# Opinion of A&E firms



## TX_PE (Jan 8, 2008)

I have an opportunity to leave the structural consulting firm I am now and go to a larger A&amp;E firm that does all structural engineering in house. I hesitate to take the leap though because I've heard from others that's not a good place for engineers to work, but after two visits I have yet to find an engineer over there that is as beaten down as back at more current home. Does anyone have any thoughts or experience with being an engineer at an A&amp;E firm?

Oh by the way, I passed Structural I this past October!!!!!!!!!! Go me.


----------



## Guest (Jan 8, 2008)

^^^ I have found that you simply cannot make those type of broad-brushed statments, especially if you find your current employment difficult. Instead of thinking of it like an industry - look at each employer pros/cons and judge them on the merits of the work environ rather is it good/bad relative to industry outlook.

Related but different, I resisted looking at consulting for a long time because I heard the stories of how it is nothing more than a thankless workshop that will devour your soul within a matter of years. After doing a good bit of investigation, I have concluded that yes it will be more DEMANDING than my current employment but will also offer greater rewards. It really comes down to YOUR prespective.

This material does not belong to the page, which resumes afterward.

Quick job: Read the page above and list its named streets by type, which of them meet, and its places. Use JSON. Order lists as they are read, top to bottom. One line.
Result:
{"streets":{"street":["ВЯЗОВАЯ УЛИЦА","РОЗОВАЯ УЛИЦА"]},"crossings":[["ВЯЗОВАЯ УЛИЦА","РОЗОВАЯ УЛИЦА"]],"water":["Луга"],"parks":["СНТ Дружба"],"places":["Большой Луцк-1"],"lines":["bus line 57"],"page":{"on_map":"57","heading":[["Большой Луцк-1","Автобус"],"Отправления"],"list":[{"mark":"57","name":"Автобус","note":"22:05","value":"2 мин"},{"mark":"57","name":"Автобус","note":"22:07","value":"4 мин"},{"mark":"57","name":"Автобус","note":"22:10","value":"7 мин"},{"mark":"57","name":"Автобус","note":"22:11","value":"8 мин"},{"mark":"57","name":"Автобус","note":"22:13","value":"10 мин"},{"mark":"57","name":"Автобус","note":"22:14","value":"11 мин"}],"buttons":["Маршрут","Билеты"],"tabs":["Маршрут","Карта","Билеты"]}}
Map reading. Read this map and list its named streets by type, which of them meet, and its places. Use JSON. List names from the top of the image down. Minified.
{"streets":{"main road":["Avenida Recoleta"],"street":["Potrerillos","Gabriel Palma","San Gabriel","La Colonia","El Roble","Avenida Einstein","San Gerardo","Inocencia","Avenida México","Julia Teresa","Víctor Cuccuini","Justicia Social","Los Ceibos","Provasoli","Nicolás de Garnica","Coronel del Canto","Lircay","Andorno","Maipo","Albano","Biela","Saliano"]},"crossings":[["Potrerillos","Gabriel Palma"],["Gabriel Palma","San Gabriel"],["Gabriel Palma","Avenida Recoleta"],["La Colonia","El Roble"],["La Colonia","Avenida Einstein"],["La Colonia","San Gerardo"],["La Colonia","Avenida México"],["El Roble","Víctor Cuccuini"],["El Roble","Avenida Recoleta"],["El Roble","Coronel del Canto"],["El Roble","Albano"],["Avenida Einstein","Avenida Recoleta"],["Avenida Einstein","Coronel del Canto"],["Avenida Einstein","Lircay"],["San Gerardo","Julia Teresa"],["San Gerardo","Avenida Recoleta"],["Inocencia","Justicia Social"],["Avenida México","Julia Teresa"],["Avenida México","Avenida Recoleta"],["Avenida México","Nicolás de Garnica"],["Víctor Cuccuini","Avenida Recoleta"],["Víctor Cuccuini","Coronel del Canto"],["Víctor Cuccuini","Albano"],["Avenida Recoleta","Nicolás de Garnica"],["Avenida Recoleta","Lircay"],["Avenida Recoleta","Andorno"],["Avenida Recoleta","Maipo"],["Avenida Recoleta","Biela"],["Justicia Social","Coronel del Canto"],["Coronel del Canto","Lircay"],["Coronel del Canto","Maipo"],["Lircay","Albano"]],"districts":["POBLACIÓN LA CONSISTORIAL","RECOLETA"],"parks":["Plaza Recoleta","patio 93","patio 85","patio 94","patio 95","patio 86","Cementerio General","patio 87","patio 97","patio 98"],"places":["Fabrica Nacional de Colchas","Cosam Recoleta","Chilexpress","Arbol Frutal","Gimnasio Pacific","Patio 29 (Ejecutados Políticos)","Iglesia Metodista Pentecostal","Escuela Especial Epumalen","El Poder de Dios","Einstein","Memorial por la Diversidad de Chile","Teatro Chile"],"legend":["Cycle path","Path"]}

Best of luck in your search!

JR


----------



## niffur (Jan 9, 2008)

Man. Soul devouring work sounds excruciating.


----------



## TX_PE (Jan 9, 2008)

Thanks for your input. My thoughts are exactly the same as what you said. The place seems like a great fit for me and an overall great place to work, but I had always heard engineers don't belong there. I think I'll just make a list of pro/cons like you suggested and decide from there. Thanks again for your thoughts.


----------